## What is required
Set every entry below down once more, exactly as it stands, without images.

Dataset entries

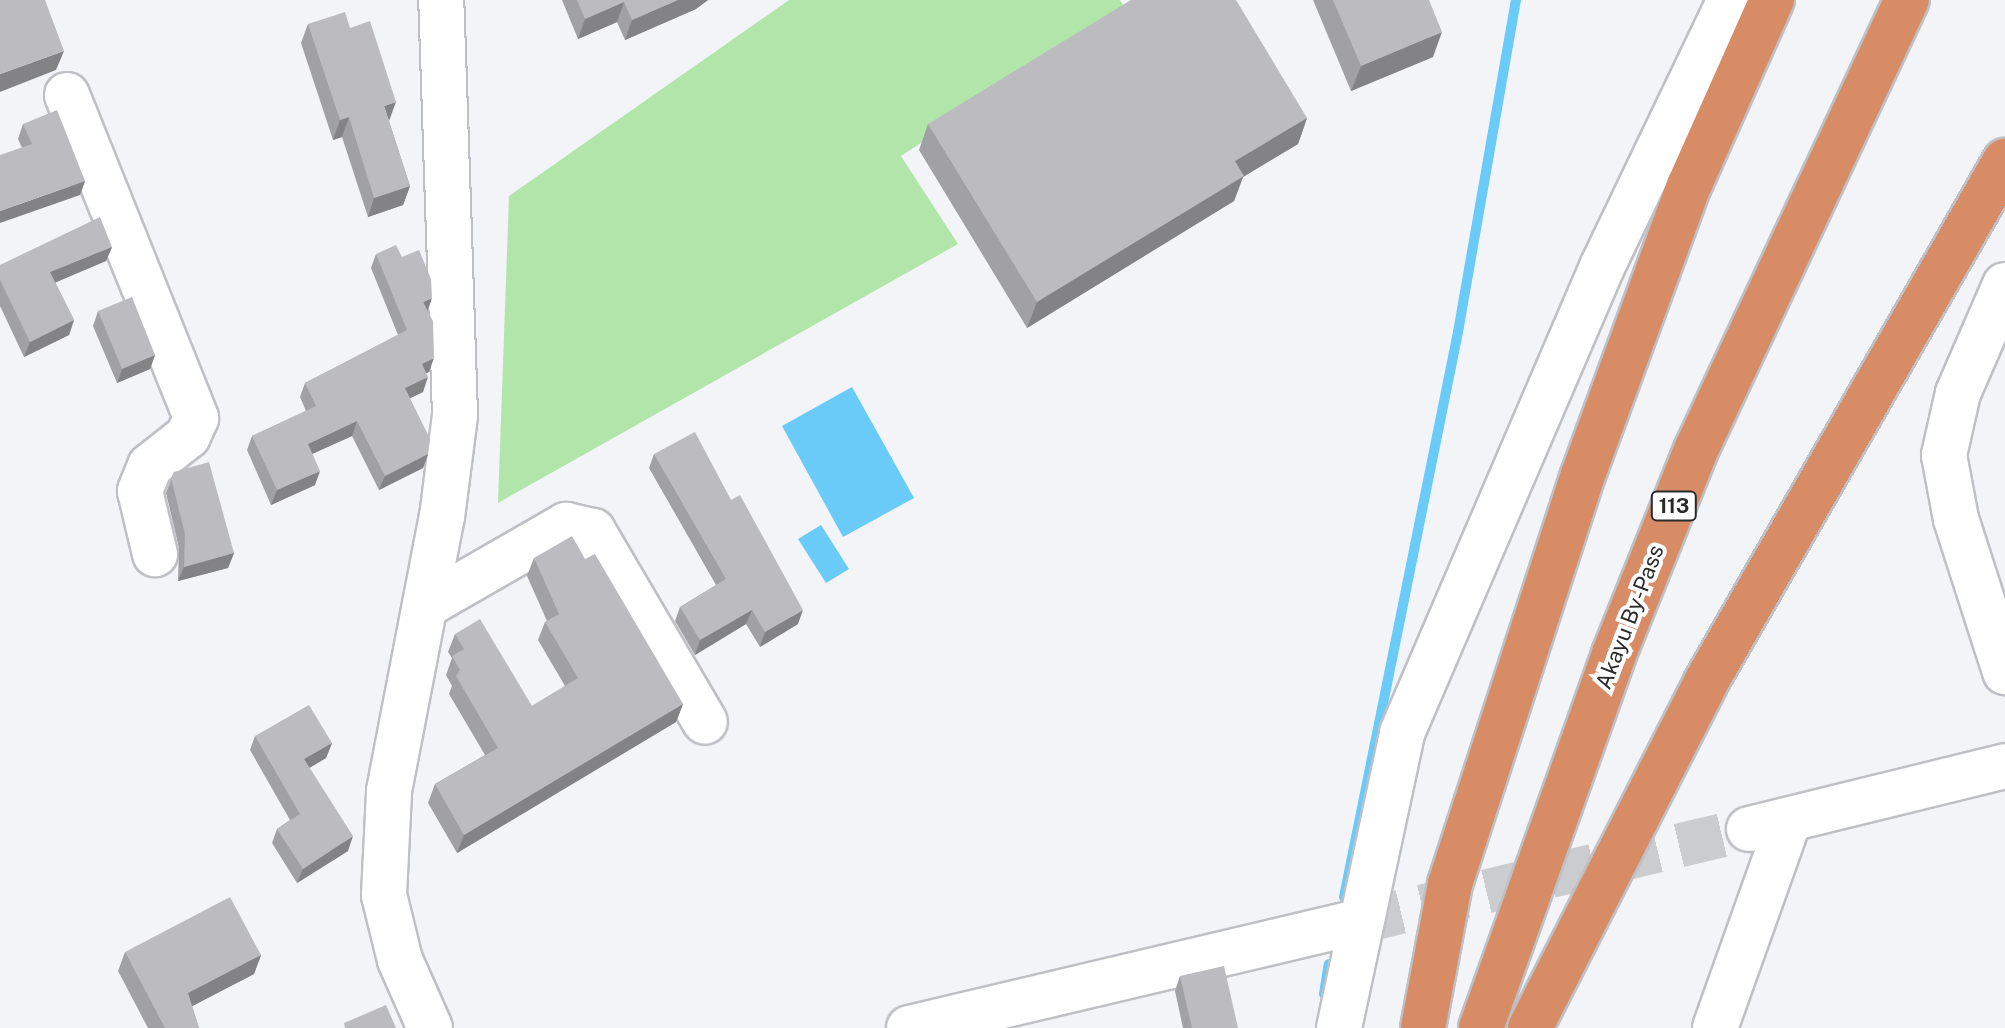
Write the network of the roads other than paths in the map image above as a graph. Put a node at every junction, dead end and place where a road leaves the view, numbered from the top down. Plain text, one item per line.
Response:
1 (441, 0) edge
2 (1730, 0) edge
3 (1772, 0) edge
4 (1907, 0) edge
5 (67, 95) dead end
6 (2005, 161) edge
7 (2005, 285) edge
8 (155, 554) dead end
9 (425, 606) junction
10 (2005, 672) edge
11 (705, 722) dead end
12 (2005, 766) edge
13 (1358, 922) junction
14 (430, 1028) edge
15 (909, 1028) edge
16 (1339, 1028) edge
17 (1423, 1028) edge
18 (1481, 1028) edge
19 (1530, 1028) edge
20 (1715, 1028) edge

1 - 9 street
2 - 13 street
3 - 17 highway
4 - 18 highway, Akayu By-Pass / 113
5 - 8 street
6 - 19 highway
7 - 10 street
9 - 11 street
9 - 14 street
12 - 20 street
13 - 15 street
13 - 16 street

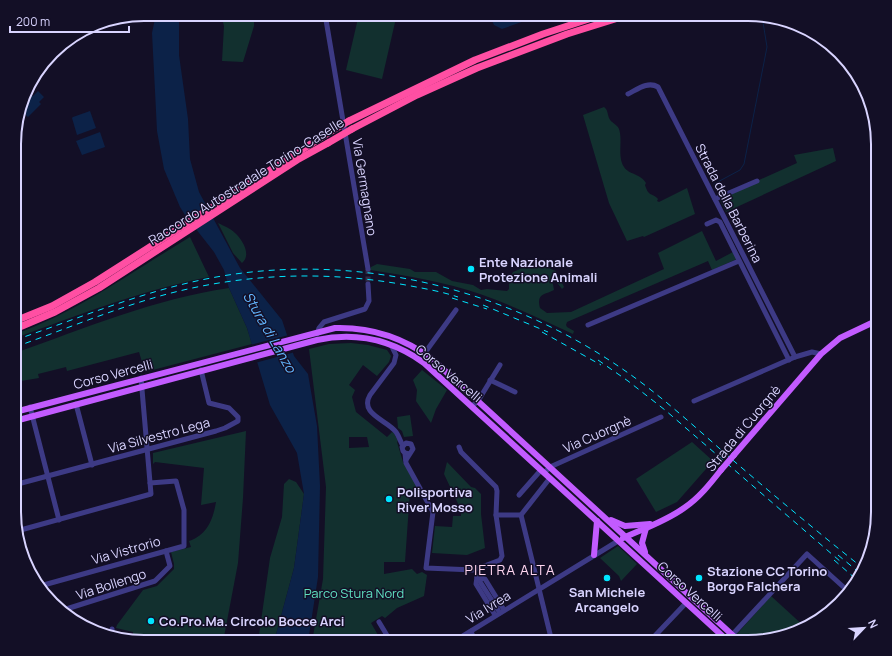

## Exercise result
Write the network of the roads other than paths in the map image above as a graph. Put a node at every junction, dead end and place where a road leaves the view, numbered from the top down. Plain text, one item per line.
Response:
1 (441, 0) edge
2 (1730, 0) edge
3 (1772, 0) edge
4 (1907, 0) edge
5 (67, 95) dead end
6 (2005, 161) edge
7 (2005, 285) edge
8 (155, 554) dead end
9 (425, 606) junction
10 (2005, 672) edge
11 (705, 722) dead end
12 (2005, 766) edge
13 (1358, 922) junction
14 (430, 1028) edge
15 (909, 1028) edge
16 (1339, 1028) edge
17 (1423, 1028) edge
18 (1481, 1028) edge
19 (1530, 1028) edge
20 (1715, 1028) edge

1 - 9 street
2 - 13 street
3 - 17 highway
4 - 18 highway, Akayu By-Pass / 113
5 - 8 street
6 - 19 highway
7 - 10 street
9 - 11 street
9 - 14 street
12 - 20 street
13 - 15 street
13 - 16 street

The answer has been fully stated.